Educational opportunities and exposure to mass media increased during the Vietnam War years. As bright university students learned more about ideas related to Thailand's economic and political systems resulting in a revival of student activism. The Vietnam War period also saw the growth of the Thai middle class which gradually developed its own identity and consciousness.

Economic development certainly did not bring prosperity to all. During the 1960s many of the rural poor felt increasingly dissatisfied with their condition in society and disillusioned by their treatment by the central government in Bangkok. Efforts by the Thai government to develop poor rural regions often did not have the desired effect in that they contributed to the farmers' awareness of how bad off they really were. It is interesting to note that it was not always the poorest of the poor who joined the anti-government insurgency. Increased government presence in the rural villages did little to improve the situation. Villagers became subject to increased military and police harassment and bureaucratic corruption. Villagers often felt betrayed when government promises of development were frequently not fulfilled. By the early 1970s rural discontent had manifested itself into a peasant's activist movement.

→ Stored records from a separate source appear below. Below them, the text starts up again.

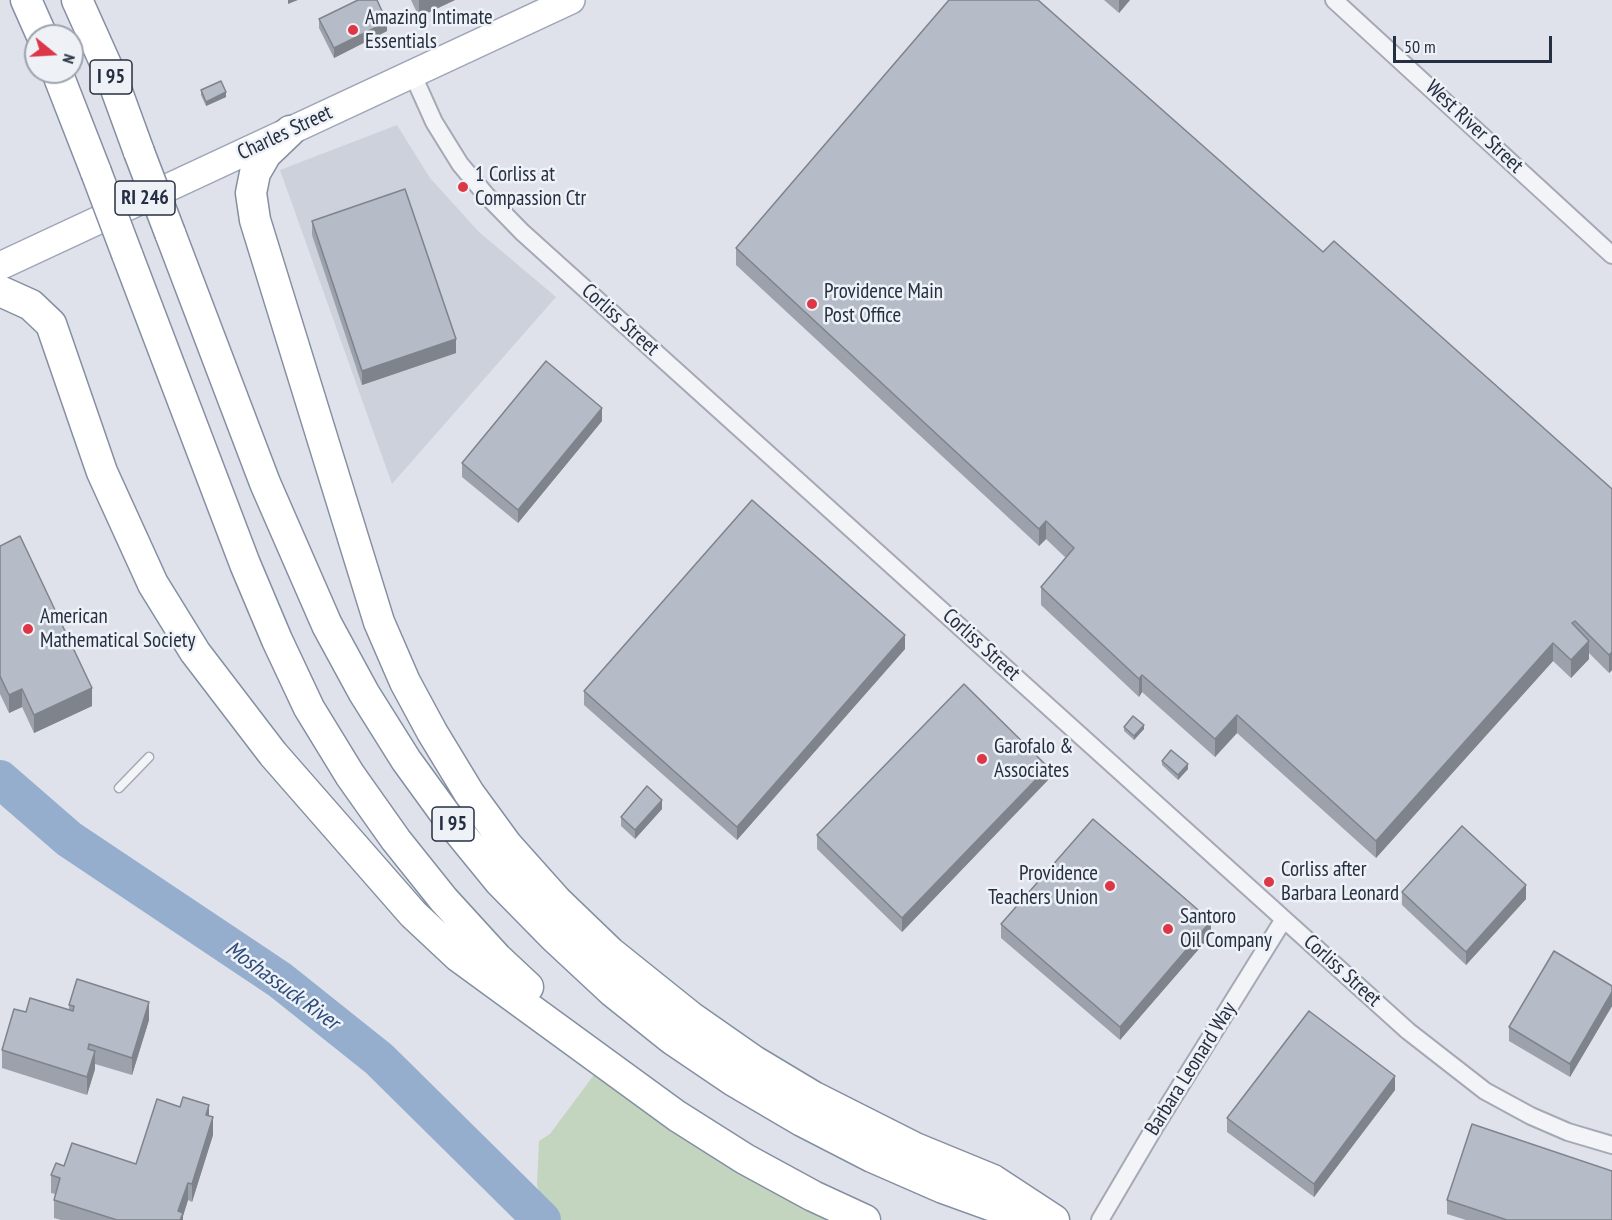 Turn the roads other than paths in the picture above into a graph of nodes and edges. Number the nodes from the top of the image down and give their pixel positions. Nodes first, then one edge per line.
1 (571, 0) edge
2 (1334, 0) edge
3 (77, 2) edge
4 (412, 73) junction
5 (62, 84) edge
6 (290, 131) junction
7 (1612, 255) edge
8 (0, 266) edge
9 (0, 291) edge
10 (149, 757) dead end
11 (119, 788) dead end
12 (1284, 919) junction
13 (612, 1068) junction
14 (1612, 1145) edge
15 (865, 1220) edge
16 (1033, 1220) edge
17 (1054, 1220) edge
18 (1100, 1220) edge

1 - 4 main road, Charles Street / RI 246
2 - 7 street, West River Street
3 - 16 highway, I 95, bridge
4 - 6 main road, Charles Street / RI 246
4 - 12 street, Corliss Street
5 - 13 highway, I 95, bridge
6 - 8 main road, Charles Street / RI 246
6 - 17 highway
9 - 13 highway
10 - 11 lane
12 - 14 street, Corliss Street
12 - 18 street, Barbara Leonard Way
13 - 15 highway, I 95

The peasant's movement got started in the regions just north of the central plains and the Chiang Mai area (not the areas where the insurgency was most active) When these regions had been organised into the centralised Siamese state in King Chulalongkorn's reign, the old local nobility had been allowed to grab large tracts of land. The end result was that by the 1960s close to 30% of the households were landless. In the early 1970s university students helped to bring some of the local protests out on to the national stage. The protests focused on land loss, high rents, the heavy handed role of the police, corruption among the bureaucracy and the local elite, poor infrastructure, and overwhelming poverty. The government agreed to establish a committee to hear peasant grief. Within a short time the committee was flooded with more than 50,000 petitions, way more that it could possibly handle. Officials called many of the peasants' demands unrealistic and too far-reaching.

The political environment of Thailand changed little during the middle '60s. Thanom and his chief deputy Praphas maintained a tight grip on power. The alliance between these two was further cemented by the marriage of Praphas's daughter to Thanom's son Ranong. By the late 1960s, however, more elements in Thai society had become openly critical of the military government which was seen as being increasingly incapable of dealing with the country's problems. It was not only the student activists, but also the business community that had begun to question the leadership of the government as well as its relationship with the United States. Thanom came under increasing pressure to loosen his grip on power when the King commented that it was time for parliament to be restored and a new constitution put into effect. After Sarit had suspended the constitution in 1958, a committee was established to write a new one, but almost ten years later, it had still not been completed. Finally in 1968 the government issued a new constitution and scheduled elections for the following year. The government party founded by the military junta won the election and Thanom remained prime minister.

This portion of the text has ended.